■ **What you will do**
Reproduce every entry below exactly, minus the pictures.

::: Provided data :::

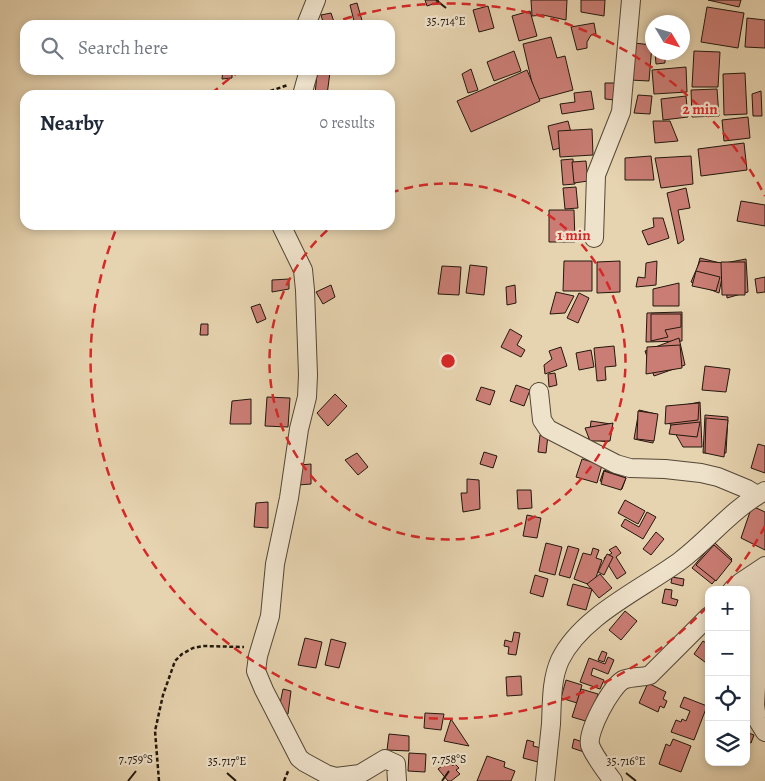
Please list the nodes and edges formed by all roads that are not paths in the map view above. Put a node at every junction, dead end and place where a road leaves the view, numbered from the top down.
1 (316, 0) edge
2 (632, 0) edge
3 (308, 20) edge
4 (283, 230) edge
5 (594, 238) dead end
6 (539, 392) dead end
7 (761, 493) edge
8 (765, 567) edge
9 (736, 586) edge
10 (705, 620) edge
11 (765, 732) edge
12 (398, 781) edge
13 (545, 781) edge
14 (613, 781) edge

1 - 3 street
2 - 5 street
4 - 12 street
6 - 7 street
7 - 13 street
8 - 9 street
8 - 11 street
10 - 14 street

:::

■ **Exercise solution**
Please list the nodes and edges formed by all roads that are not paths in the map view above. Put a node at every junction, dead end and place where a road leaves the view, numbered from the top down.
1 (316, 0) edge
2 (632, 0) edge
3 (308, 20) edge
4 (283, 230) edge
5 (594, 238) dead end
6 (539, 392) dead end
7 (761, 493) edge
8 (765, 567) edge
9 (736, 586) edge
10 (705, 620) edge
11 (765, 732) edge
12 (398, 781) edge
13 (545, 781) edge
14 (613, 781) edge

1 - 3 street
2 - 5 street
4 - 12 street
6 - 7 street
7 - 13 street
8 - 9 street
8 - 11 street
10 - 14 street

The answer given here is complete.